Stored data
'''

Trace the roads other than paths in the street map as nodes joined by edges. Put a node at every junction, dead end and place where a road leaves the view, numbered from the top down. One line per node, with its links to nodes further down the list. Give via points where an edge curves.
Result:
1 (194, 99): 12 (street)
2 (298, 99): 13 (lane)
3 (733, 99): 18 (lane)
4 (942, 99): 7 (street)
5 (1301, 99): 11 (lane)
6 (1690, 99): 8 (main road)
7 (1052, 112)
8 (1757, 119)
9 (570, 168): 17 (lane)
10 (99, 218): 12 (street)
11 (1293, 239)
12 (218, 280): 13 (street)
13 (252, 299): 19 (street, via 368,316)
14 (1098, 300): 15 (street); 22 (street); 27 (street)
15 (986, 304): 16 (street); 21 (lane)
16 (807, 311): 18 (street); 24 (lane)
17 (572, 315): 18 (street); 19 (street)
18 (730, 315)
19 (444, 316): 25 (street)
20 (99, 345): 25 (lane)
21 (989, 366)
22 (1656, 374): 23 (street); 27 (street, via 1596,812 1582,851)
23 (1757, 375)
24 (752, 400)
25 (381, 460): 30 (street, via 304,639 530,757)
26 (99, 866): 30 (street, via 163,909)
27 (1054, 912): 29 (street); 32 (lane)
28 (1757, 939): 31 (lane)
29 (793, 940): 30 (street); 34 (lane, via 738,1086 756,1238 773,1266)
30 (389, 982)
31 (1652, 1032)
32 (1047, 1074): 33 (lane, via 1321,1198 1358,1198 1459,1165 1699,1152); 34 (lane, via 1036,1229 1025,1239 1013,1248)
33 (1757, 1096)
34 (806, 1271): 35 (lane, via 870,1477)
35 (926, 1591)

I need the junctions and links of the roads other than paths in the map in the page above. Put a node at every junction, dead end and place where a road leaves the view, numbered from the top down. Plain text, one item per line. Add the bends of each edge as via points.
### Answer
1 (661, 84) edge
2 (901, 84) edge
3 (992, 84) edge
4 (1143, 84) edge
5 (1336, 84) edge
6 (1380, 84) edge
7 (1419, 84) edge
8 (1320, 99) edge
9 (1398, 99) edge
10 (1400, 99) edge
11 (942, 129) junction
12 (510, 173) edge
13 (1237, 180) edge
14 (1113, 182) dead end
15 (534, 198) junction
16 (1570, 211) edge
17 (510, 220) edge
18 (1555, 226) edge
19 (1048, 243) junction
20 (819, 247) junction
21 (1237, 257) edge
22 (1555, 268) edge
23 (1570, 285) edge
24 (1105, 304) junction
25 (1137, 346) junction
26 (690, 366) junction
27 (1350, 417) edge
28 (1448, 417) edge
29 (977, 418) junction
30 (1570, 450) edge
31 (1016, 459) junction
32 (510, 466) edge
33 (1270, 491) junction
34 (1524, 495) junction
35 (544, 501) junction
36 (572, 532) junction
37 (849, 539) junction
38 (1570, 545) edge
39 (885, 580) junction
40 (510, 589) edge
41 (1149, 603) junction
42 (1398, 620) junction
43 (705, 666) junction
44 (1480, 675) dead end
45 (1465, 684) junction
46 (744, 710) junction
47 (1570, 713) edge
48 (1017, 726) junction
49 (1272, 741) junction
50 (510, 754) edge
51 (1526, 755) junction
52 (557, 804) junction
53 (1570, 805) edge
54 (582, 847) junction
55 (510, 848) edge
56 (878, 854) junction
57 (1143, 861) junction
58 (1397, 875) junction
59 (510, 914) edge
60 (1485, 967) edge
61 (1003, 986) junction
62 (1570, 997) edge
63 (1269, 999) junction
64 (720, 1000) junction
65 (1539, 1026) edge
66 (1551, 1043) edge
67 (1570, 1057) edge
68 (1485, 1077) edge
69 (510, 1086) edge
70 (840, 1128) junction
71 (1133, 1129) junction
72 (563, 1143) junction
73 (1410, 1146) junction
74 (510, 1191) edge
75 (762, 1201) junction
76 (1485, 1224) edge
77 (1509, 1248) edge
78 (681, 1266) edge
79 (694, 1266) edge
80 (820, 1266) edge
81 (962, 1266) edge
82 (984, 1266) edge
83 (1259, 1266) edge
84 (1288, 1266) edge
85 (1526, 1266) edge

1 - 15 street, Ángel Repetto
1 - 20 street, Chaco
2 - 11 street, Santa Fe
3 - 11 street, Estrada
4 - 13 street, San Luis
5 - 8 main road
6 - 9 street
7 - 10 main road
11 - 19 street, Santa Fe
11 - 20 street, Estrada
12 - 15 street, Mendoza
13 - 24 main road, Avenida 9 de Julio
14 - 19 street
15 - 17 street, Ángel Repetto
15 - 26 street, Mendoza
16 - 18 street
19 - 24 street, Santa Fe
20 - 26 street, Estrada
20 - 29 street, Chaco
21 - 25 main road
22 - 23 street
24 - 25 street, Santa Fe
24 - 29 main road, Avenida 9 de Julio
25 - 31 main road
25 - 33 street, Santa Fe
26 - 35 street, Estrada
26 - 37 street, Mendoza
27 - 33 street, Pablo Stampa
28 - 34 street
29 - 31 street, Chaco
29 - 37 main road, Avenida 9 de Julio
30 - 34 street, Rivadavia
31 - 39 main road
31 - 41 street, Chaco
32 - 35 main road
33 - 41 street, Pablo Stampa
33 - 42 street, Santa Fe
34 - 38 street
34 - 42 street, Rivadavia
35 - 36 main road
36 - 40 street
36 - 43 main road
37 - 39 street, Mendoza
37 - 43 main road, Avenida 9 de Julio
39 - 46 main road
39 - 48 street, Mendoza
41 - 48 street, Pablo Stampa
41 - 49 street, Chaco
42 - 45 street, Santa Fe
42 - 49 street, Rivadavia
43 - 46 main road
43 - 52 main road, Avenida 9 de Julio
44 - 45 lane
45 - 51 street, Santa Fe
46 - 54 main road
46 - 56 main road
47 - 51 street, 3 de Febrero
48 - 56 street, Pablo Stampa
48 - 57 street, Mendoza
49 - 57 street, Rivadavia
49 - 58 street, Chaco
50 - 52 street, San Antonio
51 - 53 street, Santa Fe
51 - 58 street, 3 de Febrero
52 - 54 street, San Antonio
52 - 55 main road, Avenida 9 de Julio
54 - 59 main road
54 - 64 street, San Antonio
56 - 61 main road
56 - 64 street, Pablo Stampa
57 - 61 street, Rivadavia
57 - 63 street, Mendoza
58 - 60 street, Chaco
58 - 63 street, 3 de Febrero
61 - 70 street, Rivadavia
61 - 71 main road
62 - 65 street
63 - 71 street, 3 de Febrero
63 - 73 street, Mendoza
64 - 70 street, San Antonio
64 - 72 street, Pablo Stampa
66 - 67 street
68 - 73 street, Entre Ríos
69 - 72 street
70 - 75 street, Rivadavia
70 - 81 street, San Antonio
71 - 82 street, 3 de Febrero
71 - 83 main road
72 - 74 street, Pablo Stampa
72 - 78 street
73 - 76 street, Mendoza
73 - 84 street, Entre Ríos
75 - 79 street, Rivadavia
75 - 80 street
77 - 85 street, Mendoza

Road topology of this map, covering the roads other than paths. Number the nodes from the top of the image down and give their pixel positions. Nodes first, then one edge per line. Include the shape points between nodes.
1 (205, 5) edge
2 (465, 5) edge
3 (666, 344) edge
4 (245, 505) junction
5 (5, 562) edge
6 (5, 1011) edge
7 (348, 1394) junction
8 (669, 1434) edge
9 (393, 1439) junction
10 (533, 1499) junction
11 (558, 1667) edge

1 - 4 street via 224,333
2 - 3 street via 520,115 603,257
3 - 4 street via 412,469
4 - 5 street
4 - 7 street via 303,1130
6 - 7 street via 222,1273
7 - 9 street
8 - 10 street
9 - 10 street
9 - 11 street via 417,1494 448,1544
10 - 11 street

'''

■ Problem details ■
Lines in the records above that carry the word "Julio" are to be located and copied.

■ Answer to the problem ■
13 - 24 main road, Avenida 9 de Julio
24 - 29 main road, Avenida 9 de Julio
29 - 37 main road, Avenida 9 de Julio
37 - 43 main road, Avenida 9 de Julio
43 - 52 main road, Avenida 9 de Julio
52 - 55 main road, Avenida 9 de Julio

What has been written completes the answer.